The RPD component uses a multiple-trace model of long-
term memory, a similarity-based recall mechanism, and
simple reinforcement-based learning to set values or
determine the flow of control in the task network. Using
this integrated modeling approach, we typically we focus
on a single task, constructing a model, trying to capture
aspects of human performance, and evaluating the
qualitative or quantitative fit of model behavior to the
human data.
A collection of individual models and demonstrations of
fit to human data constitute an important validation of a
modeling approach. However, there are bigger issues to
take into consideration when developing, exploring, and
evaluating a modeling framework. There are problems
with goodness of fit as the sole criterion (see Roberts &
Pashler, 2000, Collyer, 1985). But more critically, there
are problems with focusing solely on the “good fit” and
“typical model” section of model size and parameter
space.
Several important points related to issues of scaling are
brought out in Gluck et al. (2007). The authors describe
three levels of theory that are implemented in models of
cognition: architecture and control mechanisms (Type 1),
internal component/module implementation (Type 2) and
knowledge (Type 3). Gluck et al. point out that the
parameter space for each of those levels is very large and
that a typical modeling effort only selects a single point at
the intersection of these spaces. From their paper:
A thorough search of even a modest portion of
the total possible theoretical state space will
require an unprecedented amount of computing
power because of the combinatorics associated
with searching a multi-dimensional
space…seemingly innocuous assumptions and
implementation decisions can have dramatic
consequences downstream in a complex system
like a cognitive architecture that interacts with a
simulation environment
The tendency in modeling is to focus on “pet problems”

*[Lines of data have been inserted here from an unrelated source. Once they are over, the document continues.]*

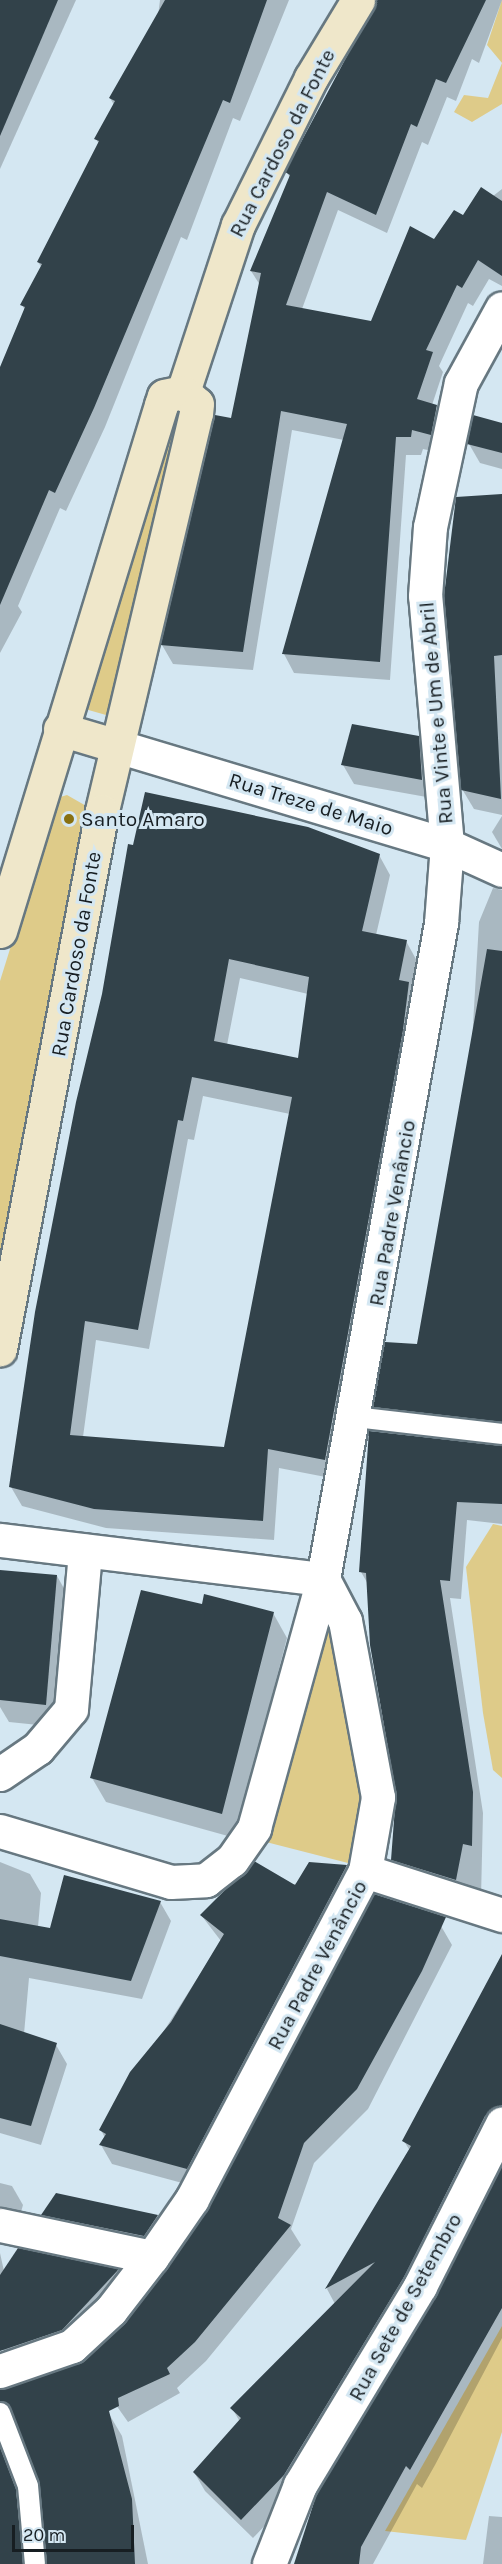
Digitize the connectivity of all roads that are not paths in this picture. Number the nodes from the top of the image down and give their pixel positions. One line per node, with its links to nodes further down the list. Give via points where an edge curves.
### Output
1 (357, 0): 3 (main road, Rua Cardoso da Fonte, via 311,78 238,225)
2 (502, 308): 6 (street, Rua Vinte e Um de Abril, via 461,383 430,526 425,596)
3 (183, 392): 4 (main road, via 164,396); 5 (main road, Rua Cardoso da Fonte, via 197,404 196,413)
4 (60, 729): 5 (main road); 8 (main road)
5 (117, 746): 6 (street, Rua Treze de Maio); 10 (main road, Rua Cardoso da Fonte)
6 (447, 845): 7 (street, Rua Treze de Maio); 11 (street, Rua Padre Venâncio, via 439,934)
7 (502, 870)
8 (8, 892): 9 (main road)
9 (0, 931)
10 (0, 1349)
11 (355, 1417): 12 (lane); 15 (street, Rua Padre Venâncio)
12 (502, 1434)
13 (0, 1540): 14 (street)
14 (85, 1551): 15 (street); 16 (street, via 71,1709 38,1748)
15 (323, 1579): 17 (street, Rua Padre Venâncio, via 254,1828 232,1860 206,1880 171,1882); 18 (street, Rua Padre Venâncio, via 345,1621 376,1786 375,1835)
16 (0, 1774)
17 (0, 1831)
18 (366, 1871): 19 (street); 22 (street, Rua Padre Venâncio, via 192,2199)
19 (502, 1915)
20 (502, 2124): 26 (street, Rua Sete de Setembro, via 380,2357 300,2485)
21 (0, 2225): 22 (street)
22 (152, 2257): 23 (street, Rua Padre Venâncio, via 111,2310 72,2346)
23 (0, 2371)
24 (0, 2413): 25 (lane, via 28,2486)
25 (35, 2564)
26 (269, 2564)

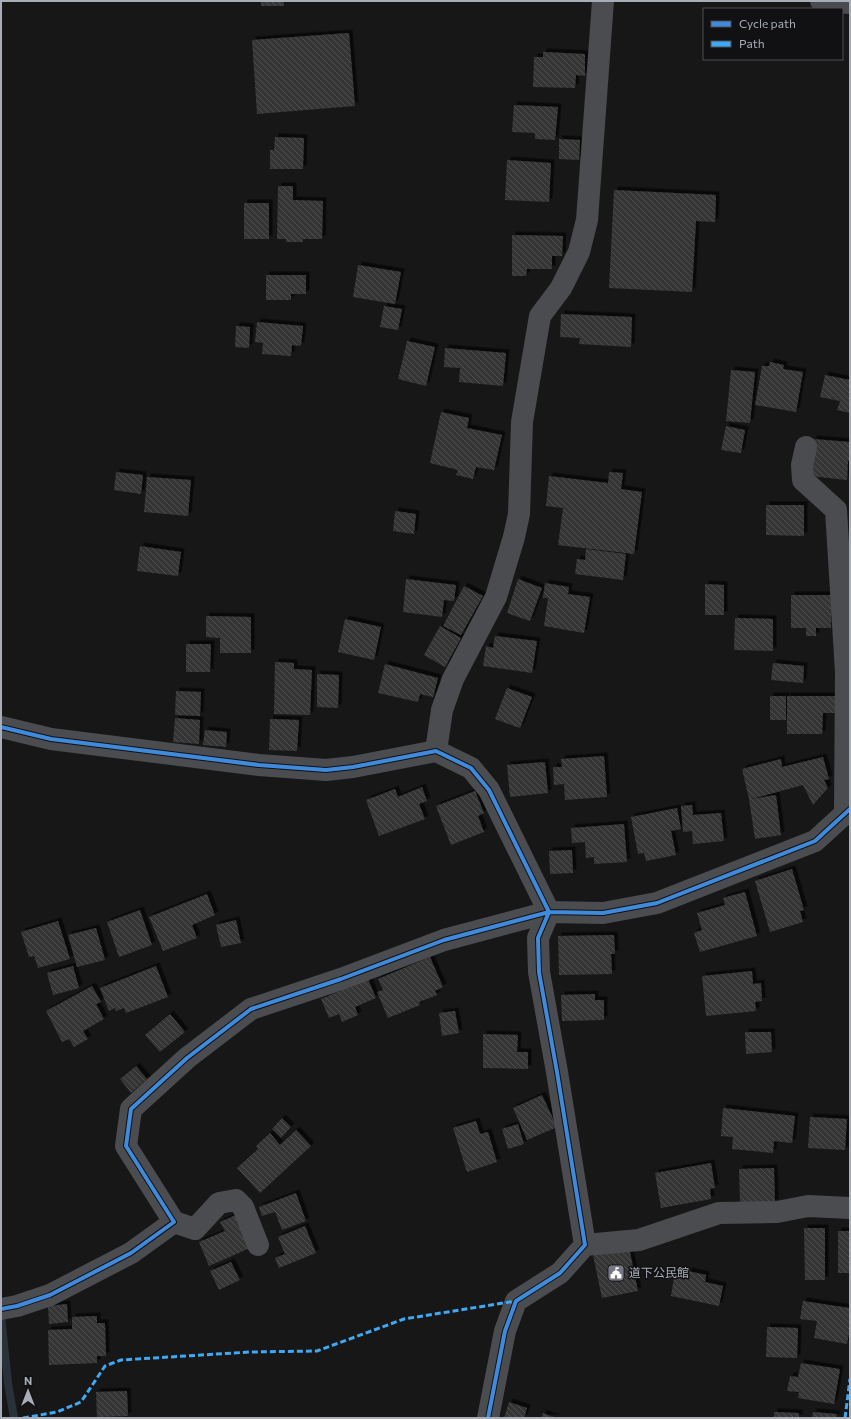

where the model succeeds. However, the potential
parameter space for any given model is huge. We
modelers need to examine our approaches in a broader
context, not just the “good fit” space, or comfort zone.
This problem is well laid out in Best et al. (2009):
The de-facto approach to cognitive modeling is
more often a focus on maximizing fit to human
data. This is done through either hand-tuning
based on the intuition and experience of the
modeler or automated optimizing of the fit…Any
of these approaches can be sufficiently
successful, but they provide little data about the
performance of the model outside of the ultimate
parameter values used in presenting the final fit.
Best et al. also point out the benefits of such exploration
of parameter space:
Information about how a model performs outside
the best-fitting parameter combination provides
modelers with information about…the full range
of behavior possible from the model and how
different parameters interact to generate possibly
complex behavioral dynamics.
Our modeling approach is simpler than the typical
cognitive architecture of the type Gluck et al. and Best et
al. describe (e.g., ACT-R or Soar), but issues of scaling
still apply. For this paper, we examined a relatively small
search space with a very simple model, but our goals were
similar – to cover and better understand a wider space
than our typical models explore.
In a recent paper (Santamaria & Warwick, 2009), we gave
an overview of our MS/RPD modeling approach, the
ground we have covered and tasks we have modeled, and
our vision for the next steps to take. In our “next steps”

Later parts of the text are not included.